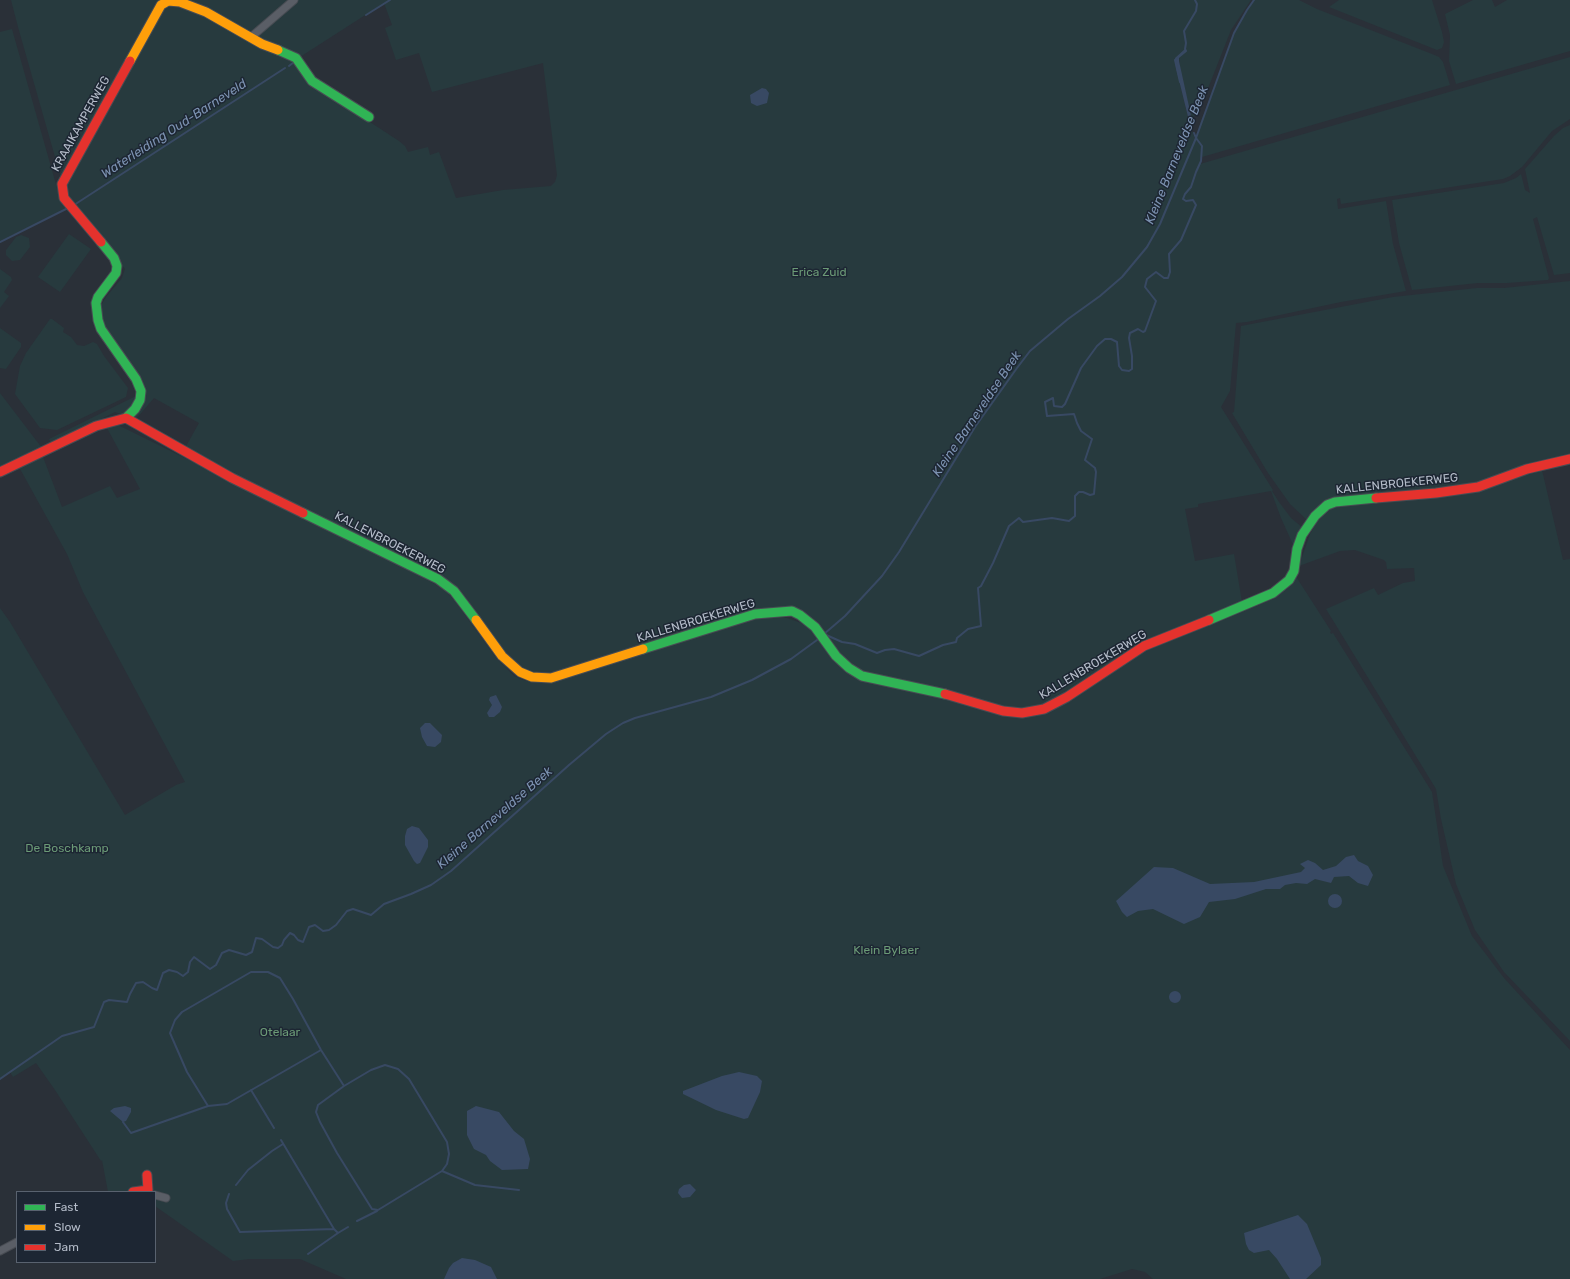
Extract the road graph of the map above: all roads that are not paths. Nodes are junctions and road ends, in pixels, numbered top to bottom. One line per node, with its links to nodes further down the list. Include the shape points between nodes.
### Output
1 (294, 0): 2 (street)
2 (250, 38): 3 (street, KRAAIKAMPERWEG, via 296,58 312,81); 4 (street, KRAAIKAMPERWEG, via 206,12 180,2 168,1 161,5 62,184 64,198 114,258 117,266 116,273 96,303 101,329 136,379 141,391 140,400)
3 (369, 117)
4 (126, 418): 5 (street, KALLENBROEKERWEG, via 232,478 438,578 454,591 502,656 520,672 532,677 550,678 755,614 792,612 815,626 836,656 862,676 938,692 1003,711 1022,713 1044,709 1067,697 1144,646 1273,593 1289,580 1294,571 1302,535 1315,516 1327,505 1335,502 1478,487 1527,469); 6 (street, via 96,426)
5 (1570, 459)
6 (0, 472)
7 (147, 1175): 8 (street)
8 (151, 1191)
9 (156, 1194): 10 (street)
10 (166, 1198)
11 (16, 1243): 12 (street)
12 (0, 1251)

--------------------------------

• YOUR ASSIGNMENT
What is needed is an exact output of the records above, with every picture left out.

• WRITTEN RESPONSE
Extract the road graph of the map above: all roads that are not paths. Nodes are junctions and road ends, in pixels, numbered top to bottom. One line per node, with its links to nodes further down the list. Include the shape points between nodes.
### Output
1 (294, 0): 2 (street)
2 (250, 38): 3 (street, KRAAIKAMPERWEG, via 296,58 312,81); 4 (street, KRAAIKAMPERWEG, via 206,12 180,2 168,1 161,5 62,184 64,198 114,258 117,266 116,273 96,303 101,329 136,379 141,391 140,400)
3 (369, 117)
4 (126, 418): 5 (street, KALLENBROEKERWEG, via 232,478 438,578 454,591 502,656 520,672 532,677 550,678 755,614 792,612 815,626 836,656 862,676 938,692 1003,711 1022,713 1044,709 1067,697 1144,646 1273,593 1289,580 1294,571 1302,535 1315,516 1327,505 1335,502 1478,487 1527,469); 6 (street, via 96,426)
5 (1570, 459)
6 (0, 472)
7 (147, 1175): 8 (street)
8 (151, 1191)
9 (156, 1194): 10 (street)
10 (166, 1198)
11 (16, 1243): 12 (street)
12 (0, 1251)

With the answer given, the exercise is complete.